[Collected data]
★ ★ ★ ★ ★ ★ ★
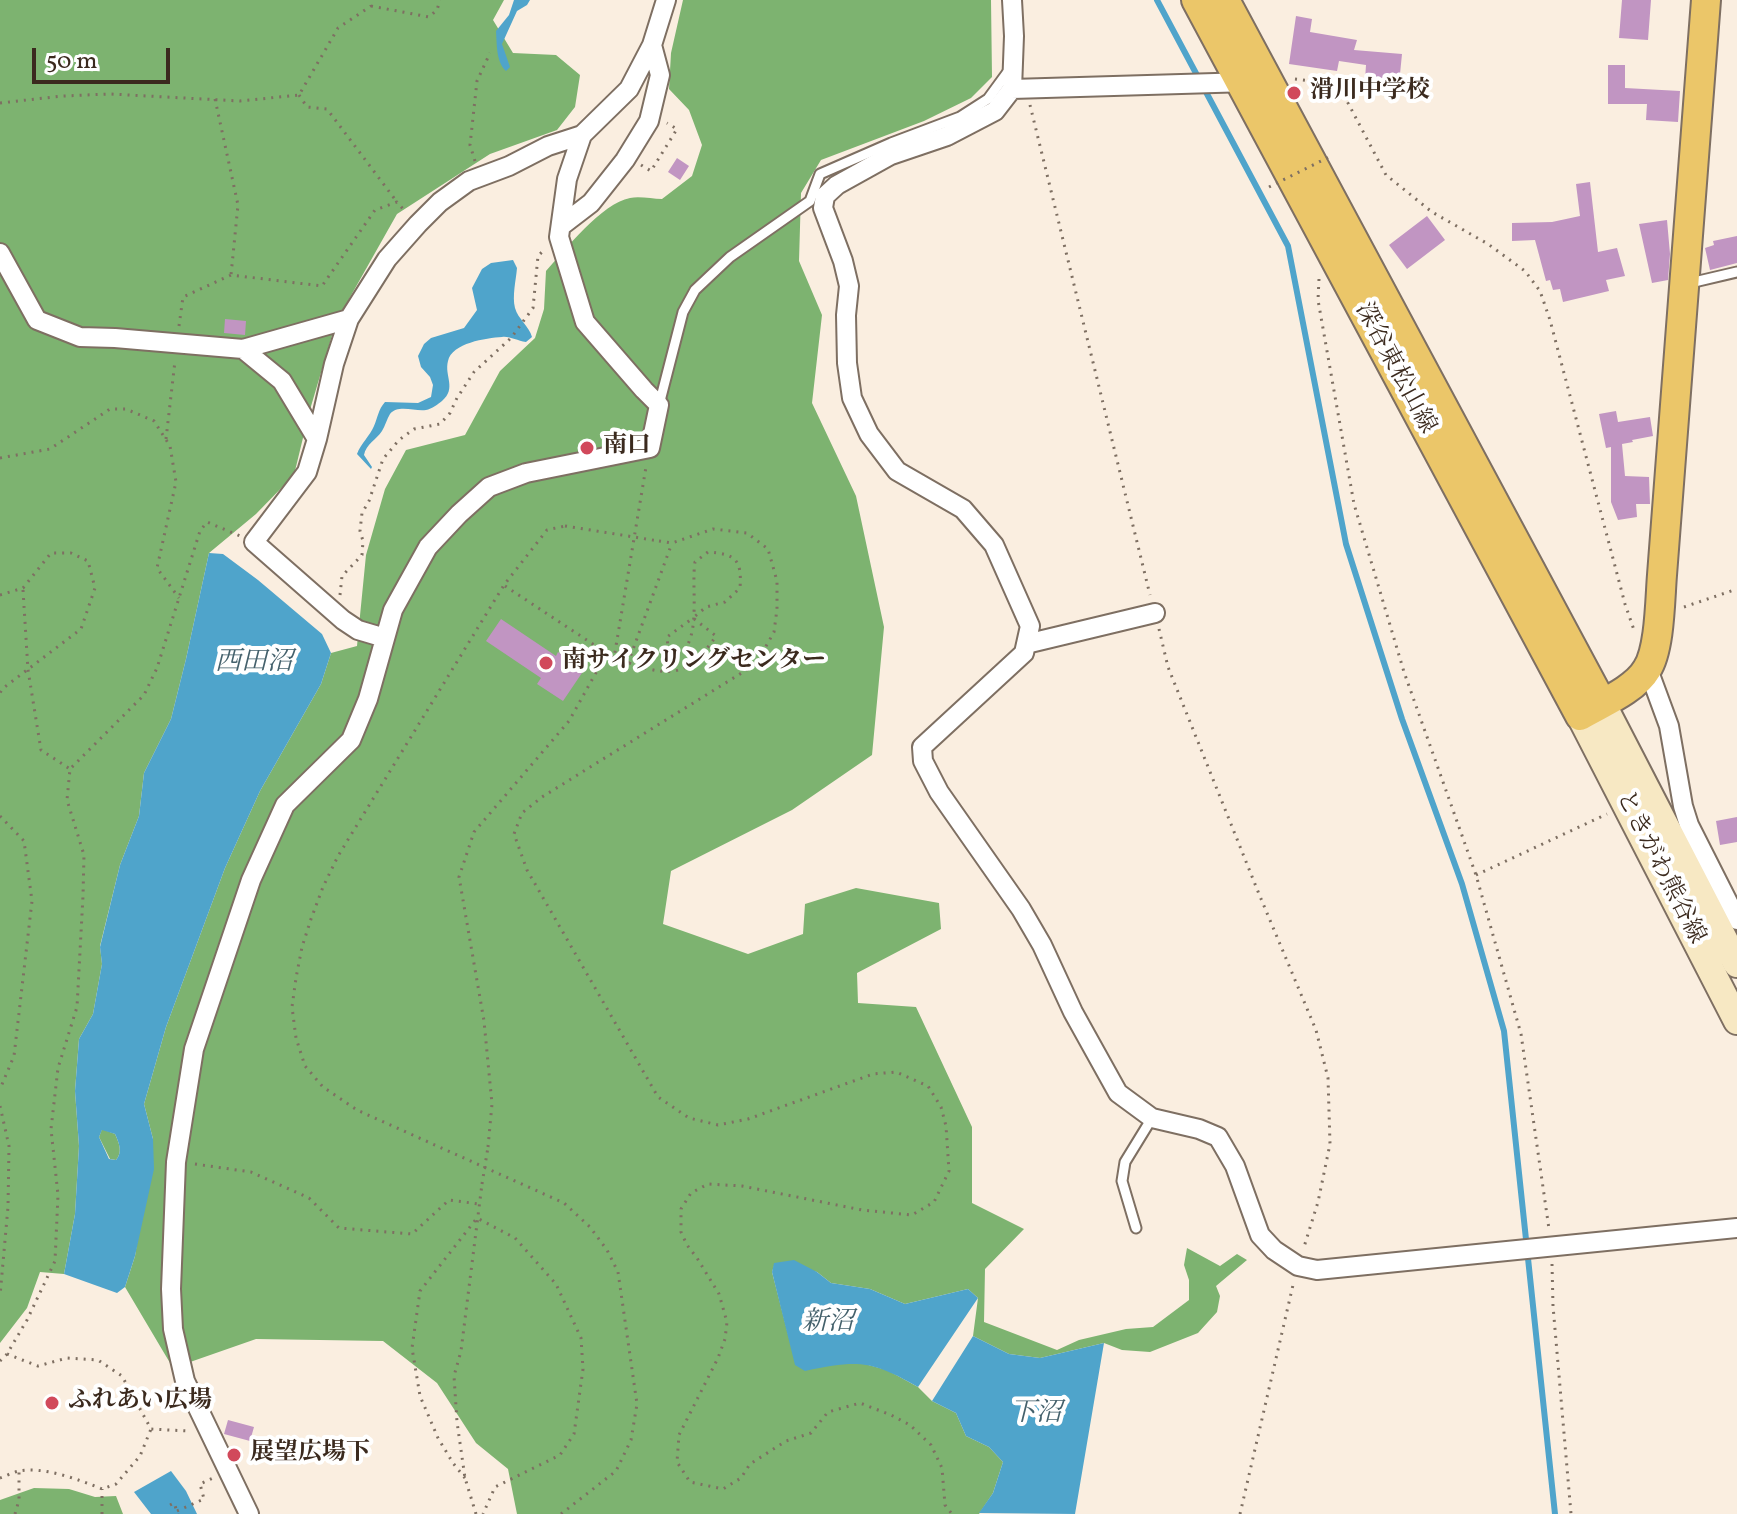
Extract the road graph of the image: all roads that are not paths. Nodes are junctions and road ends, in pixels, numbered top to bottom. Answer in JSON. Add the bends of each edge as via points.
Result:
{"nodes":[{"id":1,"x":666,"y":0,"type":"edge"},
{"id":2,"x":1012,"y":0,"type":"edge"},
{"id":3,"x":1196,"y":0,"type":"edge"},
{"id":4,"x":1225,"y":0,"type":"edge"},
{"id":5,"x":1706,"y":0,"type":"edge"},
{"id":6,"x":652,"y":45,"type":"junction"},
{"id":7,"x":1014,"y":65,"type":"junction"},
{"id":8,"x":1254,"y":82,"type":"junction"},
{"id":9,"x":1019,"y":89,"type":"junction"},
{"id":10,"x":582,"y":135,"type":"junction"},
{"id":11,"x":560,"y":231,"type":"junction"},
{"id":12,"x":0,"y":253,"type":"edge"},
{"id":13,"x":1737,"y":272,"type":"edge"},
{"id":14,"x":1684,"y":284,"type":"junction"},
{"id":15,"x":349,"y":319,"type":"junction"},
{"id":16,"x":243,"y":349,"type":"junction"},
{"id":17,"x":659,"y":405,"type":"junction"},
{"id":18,"x":317,"y":439,"type":"junction"},
{"id":19,"x":1155,"y":613,"type":"road end"},
{"id":20,"x":385,"y":638,"type":"junction"},
{"id":21,"x":1026,"y":644,"type":"junction"},
{"id":22,"x":1648,"y":669,"type":"junction"},
{"id":23,"x":1591,"y":710,"type":"junction"},
{"id":24,"x":1737,"y":920,"type":"edge"},
{"id":25,"x":1737,"y":964,"type":"edge"},
{"id":26,"x":1737,"y":1021,"type":"edge"},
{"id":27,"x":1152,"y":1118,"type":"junction"},
{"id":28,"x":1136,"y":1228,"type":"dead end"},
{"id":29,"x":1737,"y":1228,"type":"edge"},
{"id":30,"x":249,"y":1514,"type":"edge"}],
"edges":[{"from":1,"to":6,"type":"street"},
{"from":2,"to":7,"type":"street"},
{"from":3,"to":8,"type":"main road","name":"深谷東松山線"},
{"from":4,"to":8,"type":"main road","name":"深谷東松山線"},
{"from":5,"to":14,"type":"main road"},
{"from":6,"to":10,"type":"street","via":[[629,89]]},
{"from":6,"to":11,"type":"street","via":[[660,75],[649,121],[591,203]]},
{"from":7,"to":9,"type":"street"},
{"from":7,"to":17,"type":"lane","via":[[988,99],[960,117],[820,174],[810,201],[730,257],[695,290],[683,312]]},
{"from":8,"to":9,"type":"street"},
{"from":8,"to":23,"type":"main road","name":"深谷東松山線"},
{"from":9,"to":21,"type":"street","via":[[995,111],[947,136],[891,155],[837,185],[825,196],[823,208],[849,286],[847,363],[852,398],[869,434],[897,471],[963,509],[994,545],[1030,626]]},
{"from":10,"to":11,"type":"street","via":[[567,179]]},
{"from":10,"to":15,"type":"street","via":[[469,181],[440,202],[387,259]]},
{"from":11,"to":17,"type":"street","via":[[585,322]]},
{"from":12,"to":16,"type":"street","via":[[37,320],[80,337]]},
{"from":13,"to":14,"type":"lane"},
{"from":14,"to":22,"type":"main road","via":[[1659,611]]},
{"from":15,"to":16,"type":"street"},
{"from":15,"to":18,"type":"street"},
{"from":16,"to":18,"type":"street","via":[[282,381]]},
{"from":17,"to":20,"type":"street","via":[[650,448],[526,473],[489,487],[428,547],[393,610]]},
{"from":18,"to":20,"type":"street","via":[[307,472],[254,542],[358,630]]},
{"from":19,"to":21,"type":"street"},
{"from":20,"to":30,"type":"street","via":[[351,740],[285,805],[251,880],[194,1049],[176,1162],[173,1329],[185,1381]]},
{"from":21,"to":27,"type":"street","via":[[1024,653],[922,747],[923,761],[1021,909],[1118,1093]]},
{"from":22,"to":23,"type":"main road"},
{"from":22,"to":24,"type":"street","via":[[1669,726],[1689,825]]},
{"from":23,"to":25,"type":"main road","name":"ときがわ熊谷線"},
{"from":23,"to":26,"type":"main road","name":"ときがわ熊谷線"},
{"from":27,"to":28,"type":"lane","via":[[1125,1162],[1122,1181]]},
{"from":27,"to":29,"type":"street","via":[[1218,1137],[1235,1166],[1260,1235],[1298,1266],[1317,1270]]}]}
★ ★ ★ ★ ★ ★ ★
### Required work:
Scanning the data above, copy out every line where "深谷東松山線" is found.

### Answer section:
{"from":3,"to":8,"type":"main road","name":"深谷東松山線"},
{"from":4,"to":8,"type":"main road","name":"深谷東松山線"},
{"from":8,"to":23,"type":"main road","name":"深谷東松山線"},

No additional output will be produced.